La presidente dell’Inpgi, Marina Macelloni ha ricordato che «nel solo 2017, dopo 5 anni di crisi, sono stati persi 800 posti di lavoro stabile. Lavoro che manca e lavoro senza diritti indeboliscono l’istituto e questo è un danno per tutti i giornalisti». Il presidente della Casagit, Daniele Cerrato, ha rilevato come un giornalismo senza diritti renda «le vite dei giornalisti sempre più precarie». E il presidente del Fondo di previdenza complementare, Enrico Castelli, ha ribadito l’unità dei rappresentanti della categoria per la difesa del giornalismo libero e autorevole, pilastro della democrazia. Mentre il presidente dell’Unci, Alessandro Galimberti, ha chiesto norme a tutela del segreto professionale, «per la tutela delle fonti dei giornalisti e del diritto dei cittadini a sapere cosa accade nelle loro città».
In piazza anche giornalisti precari minacciati per via del loro lavoro e i giornalisti costretti a vivere sotto scorta. «Con il nostro lavoro – ha concluso il responsabile per la legalità della Fnsi, Michele Albanese – tuteliamo il diritto dei cittadini ad essere informati. Lo facciamo con grande sforzo e grandi sacrifici, ma con la consapevolezza di lavorare al servizio della libertà del Paese e dei nostri concittadini».
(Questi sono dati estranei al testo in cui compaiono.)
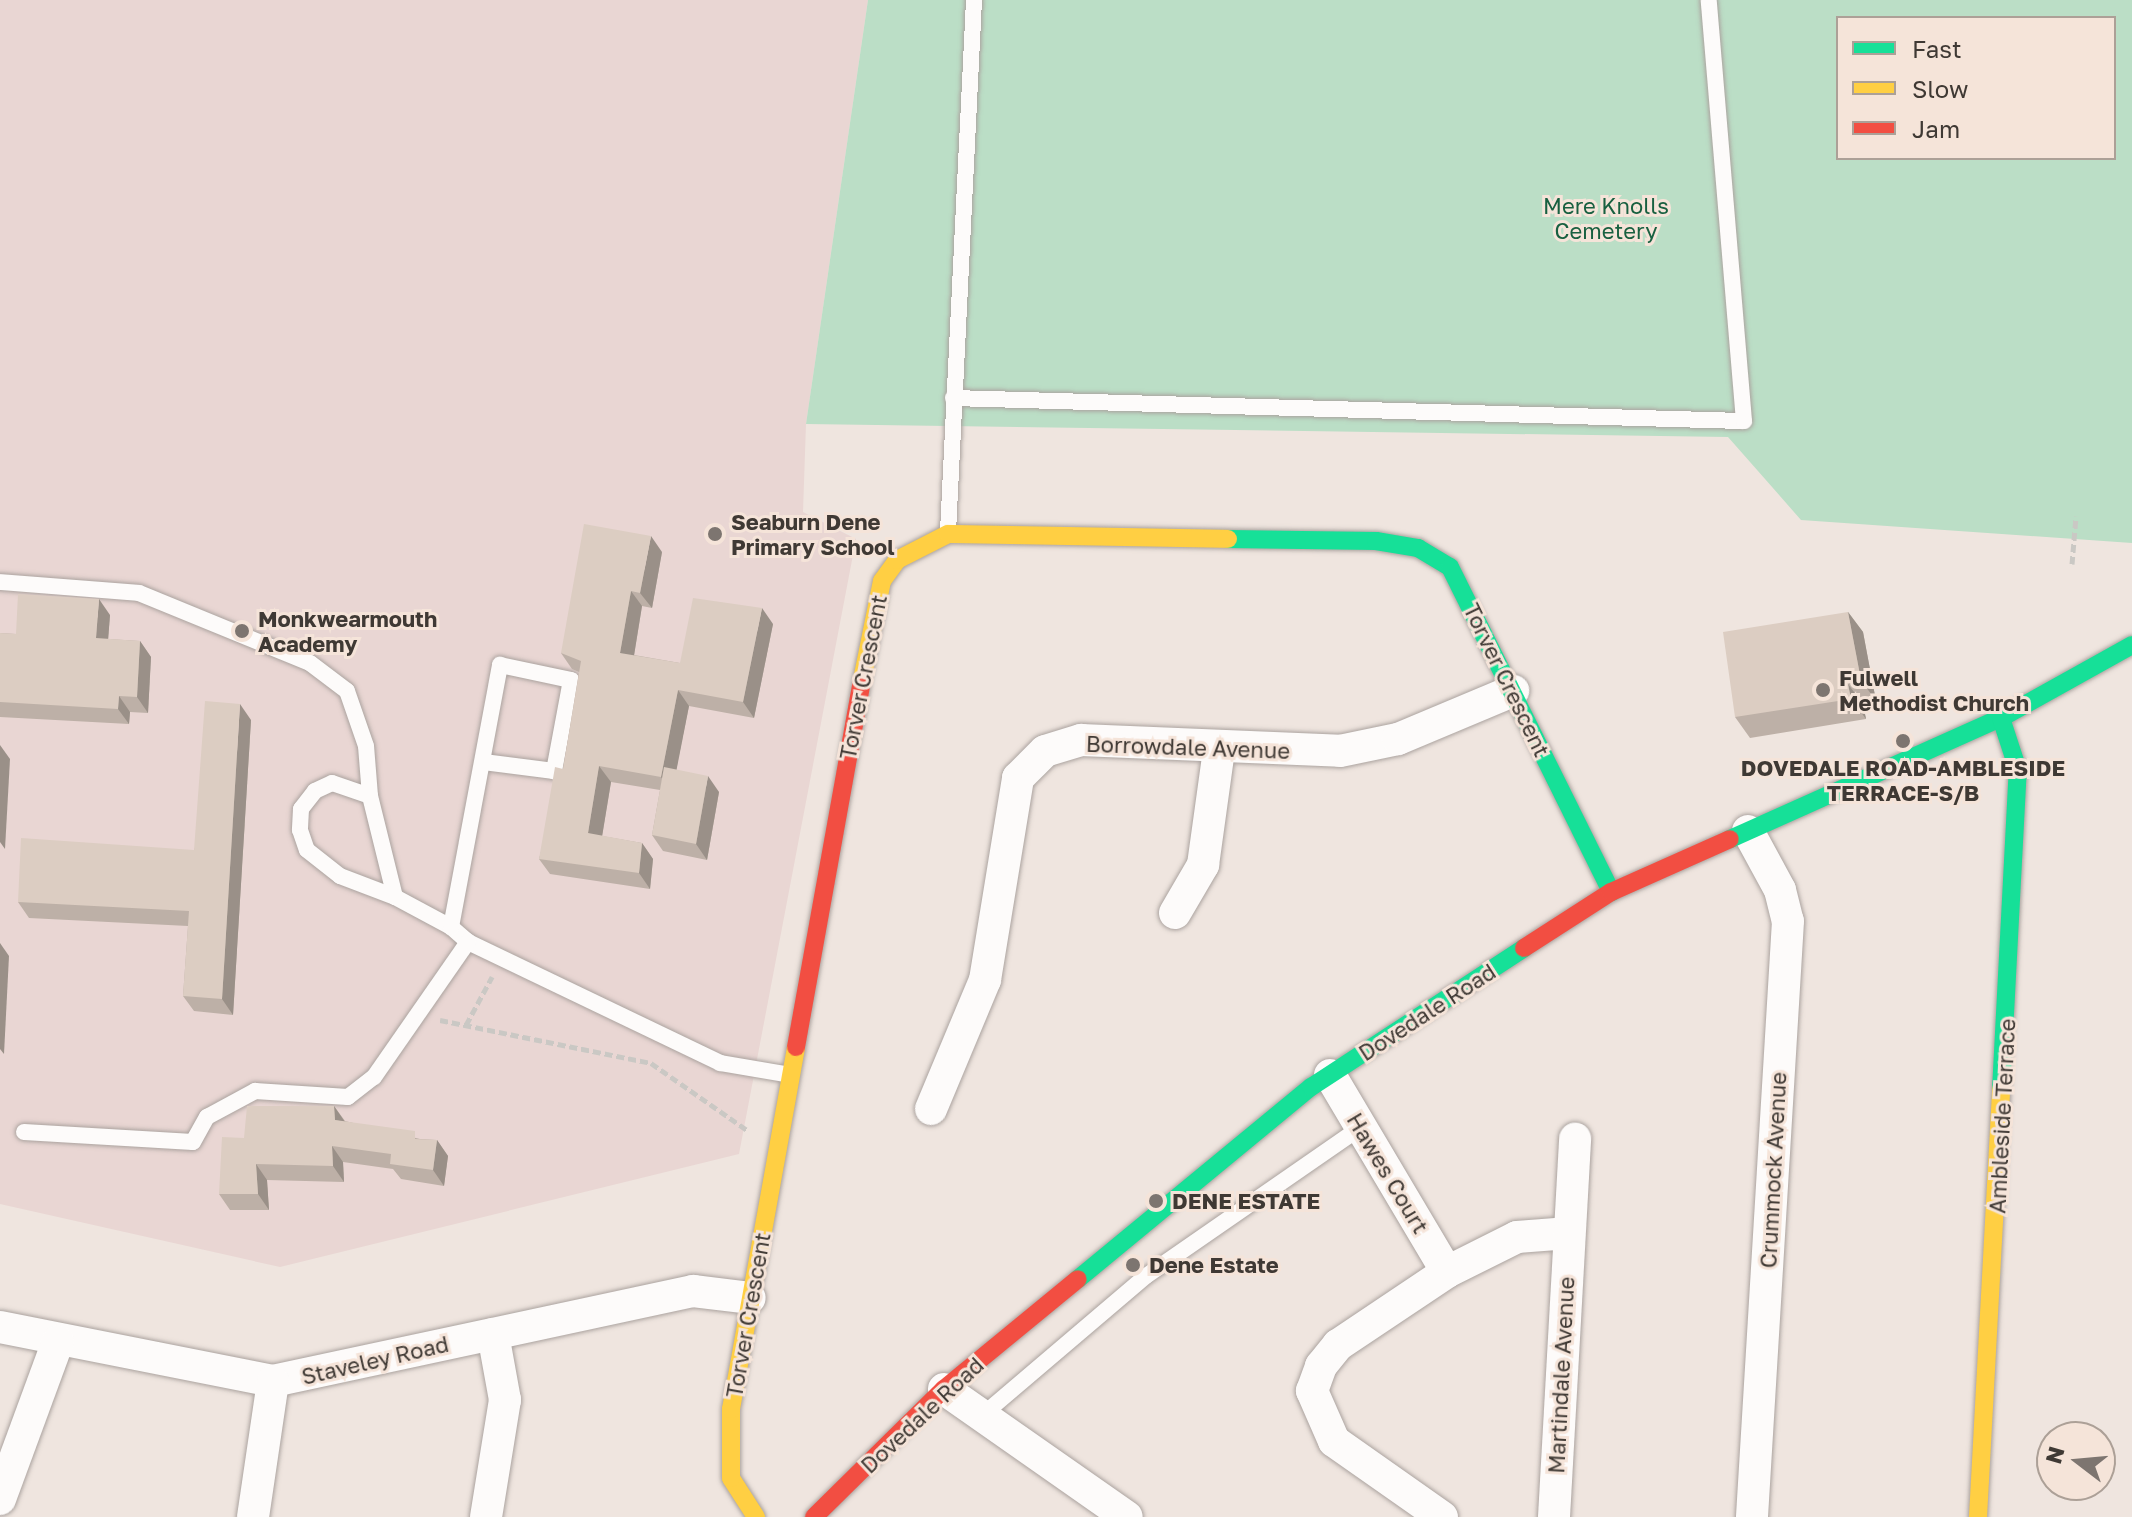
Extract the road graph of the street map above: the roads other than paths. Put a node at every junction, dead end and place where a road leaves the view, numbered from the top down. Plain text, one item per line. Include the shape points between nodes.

Prima del presidio presidente dell’Ordine e segretario generale e presidente della Fnsi sono stati ricevuti dal presidente del Senato, Pietro Grasso. A conclusione del sit-in una delegazione più ampia, composta dai rappresentanti di Ordine e Fnsi e dai presidenti degli enti di categoria, ha incontrato la presidente della Camera, Laura Boldrini.
Le iniziative di mobilitazione promosse dagli organismi di rappresentanza dei giornalisti per richiamare l’attenzione delle istituzioni e dell’opinione pubblica sulla necessità di salvaguardare il diritto dei cittadini ad essere correttamente informati, le iniziative legislative contro le “querele temerarie” e l’abolizione del carcere per i giornalisti, i temi al centro del colloquio con il presidente Grasso.
Con la presidente Boldrini si è discusso di precariato nel settore giornalistico e dello stretto rapporto tra le condizioni di precarietà in cui sono costretti a lavorare sempre più giornalisti e il valore di una informazione di qualità nel contrasto alle fake news.
«Gli editori sono affetti da una malattia, la miopia. Se non ci sarà nei giornali il “lavoro buono” per i giovani, anziché il precariato, avremo un assottigliamento dell’attività giornalistica. Non si può chiedere l’approfondimento e il riscontro dei fatti a un giovane se lo paghi 10 euro a pezzo», ha ribadito la presidente della Camera.
«Questa miopia degli editori, che precarizzano il lavoro giornalistico, è nemica di quella qualità dell’informazione necessaria a contrastare le fake news, che sono un acido che corrode anche l’informazione “mainstream”, ma gli editori non sembrano esserne consapevoli. Occorre difendere il diritto dei cittadini ad essere informati, il che richiede un lavoro che non può essere gratis, richiede formazione e investimenti», ha ribadito la presidente Boldrini, che ha poi lanciato un appello al mondo del giornalismo perché metta in campo «più rigore» contro i “discorsi d’odio” e gli insulti che compaiono sui quotidiani, e contro quei giornalisti che scrivono su siti che diffondono fake news.